Toute cette affaire repose sur un leurre : naître sur le sol français ne confère aucun droit. S’y ajoute l’impérative condition de résidence de cinq ans au moins lors du dépôt de la déclaration de nationalité au tribunal judiciaire. La déclaration peut être déposée à l’âge de treize ans par les deux parents, ou par le jeune lui-même à l’âge de seize ans ou de dix-huit ans.

Aujourd’hui, avant même le coup de grâce espéré par ses promoteurs locaux, le droit du sol n’est plus sur la terre lointaine qu’une guenille réduite à peu de choses.  La loi Asile de 2018 l’a bien détricoté en conditionnant son accès pour les enfants nés de parents étrangers à la présence régulière de l’un des deux au moins, trois mois avant la naissance, mention inscrite sur l’acte de naissance[2]. Mais elle ne s'arrête pas à cette simple retouche qui vise les enfants à venir, il lui faut aussi frapper les enfants déjà nés en ajoutant aux conditions de résidence pour l’enfant né à Mayotte l’obligation de résidence régulière d’un au moins de ses parents durant les cinq années précédentes.

Dès que l’exécutif touche à des principes fondamentaux qui symbolisent l’identité de la Nation, dans le seul but d’exclure de la communauté des indésirables, le ver est dans le fruit et son pourrissement irréversible. Pire encore, dans la mesure où de telles initiatives échouent à produire les effets attendus, en l’occurrence tarir les flux migratoires depuis les iles voisines, la surenchère parait inévitable.

Les restrictions apportées en 2018 n’ont pas été évaluées autrement que par la vague déception face à une situation migratoire inchangée.

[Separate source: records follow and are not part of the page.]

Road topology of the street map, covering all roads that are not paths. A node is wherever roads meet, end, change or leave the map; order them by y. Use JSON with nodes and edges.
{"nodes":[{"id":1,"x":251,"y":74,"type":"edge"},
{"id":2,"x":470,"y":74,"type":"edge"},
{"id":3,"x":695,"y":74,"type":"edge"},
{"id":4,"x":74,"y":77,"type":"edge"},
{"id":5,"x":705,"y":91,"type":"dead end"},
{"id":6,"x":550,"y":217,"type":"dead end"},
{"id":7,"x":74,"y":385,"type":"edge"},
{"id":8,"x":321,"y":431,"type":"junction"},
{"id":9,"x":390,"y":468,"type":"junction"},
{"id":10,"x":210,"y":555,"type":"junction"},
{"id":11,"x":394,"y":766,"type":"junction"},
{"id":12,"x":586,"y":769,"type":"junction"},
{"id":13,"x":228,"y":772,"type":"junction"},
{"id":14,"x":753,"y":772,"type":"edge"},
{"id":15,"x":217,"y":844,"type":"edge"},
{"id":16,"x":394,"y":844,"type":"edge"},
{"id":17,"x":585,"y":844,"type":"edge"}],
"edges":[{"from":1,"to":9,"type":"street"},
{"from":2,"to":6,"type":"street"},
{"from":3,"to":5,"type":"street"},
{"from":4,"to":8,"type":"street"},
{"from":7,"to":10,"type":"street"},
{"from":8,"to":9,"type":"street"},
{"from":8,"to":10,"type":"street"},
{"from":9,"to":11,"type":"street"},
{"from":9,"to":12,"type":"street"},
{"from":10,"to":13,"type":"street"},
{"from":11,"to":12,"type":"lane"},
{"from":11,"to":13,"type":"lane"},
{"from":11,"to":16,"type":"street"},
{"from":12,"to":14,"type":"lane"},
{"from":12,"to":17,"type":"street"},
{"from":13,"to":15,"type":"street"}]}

Que s’est-il passé à Mayotte depuis la signature des décrets d’application de la loi ? Les enfants nés après le 1er mars 2019 connaîtront leur sort au plus tôt à l’âge de 13 ans, au plus tard à l’âge de 18 ans. Mais ils se préparent à une existence en tant qu’étranger avec toutes les conséquences que cela implique à Mayotte, département d’Outre-mer soumis à un droit dérogatoire accentué d’un déni de droit[3].

Il aurait fallu attendre 2037 pour évaluer cette mesure si le législateur n’avait prévu une clause de rétroactivité qui rend immédiats les effets de la loi grâce à la condition de résidence régulière d’un des parents. Il apparaît donc que si l’abolition du droit du sol aura peu d’incidences sur les déplacements inter-iles, elle a déjà frappé les enfants.

Les jeunes gens ont pu faire l’expérience immédiate sur leur destin personnel et professionnel de ces manigances irréfléchies avec un principe fondamental de la République.  La véritable intention des autorités extrémistes, quand elles jouent avec les règles d’accès à la nationalité française, vise à exclure les populations en raison de leurs origines, et surtout de contrarier tout ce qui pourrait faciliter leur intégration dans la communauté nationale. Il est bien clair que les enfants concernés par cette affaire naissent en France, qu’ils sont destinés à y résider et y construire leur vie, en fonction de l’autonomie qui leur est concédée. Voilà ce que les autorités entendent empêcher.

Cette clause de rétroactivité de la loi, dont le caractère problématique n’a jamais été clairement dénoncé, a placé du jour au lendemain des enfants et adolescents en situation de déchéance de nationalité puisque la promesse d’appartenir à la nation française, dans laquelle ils ont été élevés, a été trahie soudain au moment où ils accèdent à la majorité et entament leur vie d’adulte. Brutalement, l’État les confirme étrangers et anéantit leurs projets professionnels construits dans les écoles de la République. Ils deviennent à la fois étrangers dans leur pays natal, étrangers du pays de leurs parents, des gens sans terre, sans lieu. Ils rejoignent le destin de leurs camarades de classe, de quartier, venus tout petits en compagnie de leurs parents dans les kwassa-kwassa périlleux, qui sont alors devenus étrangers du pays de leur naissance.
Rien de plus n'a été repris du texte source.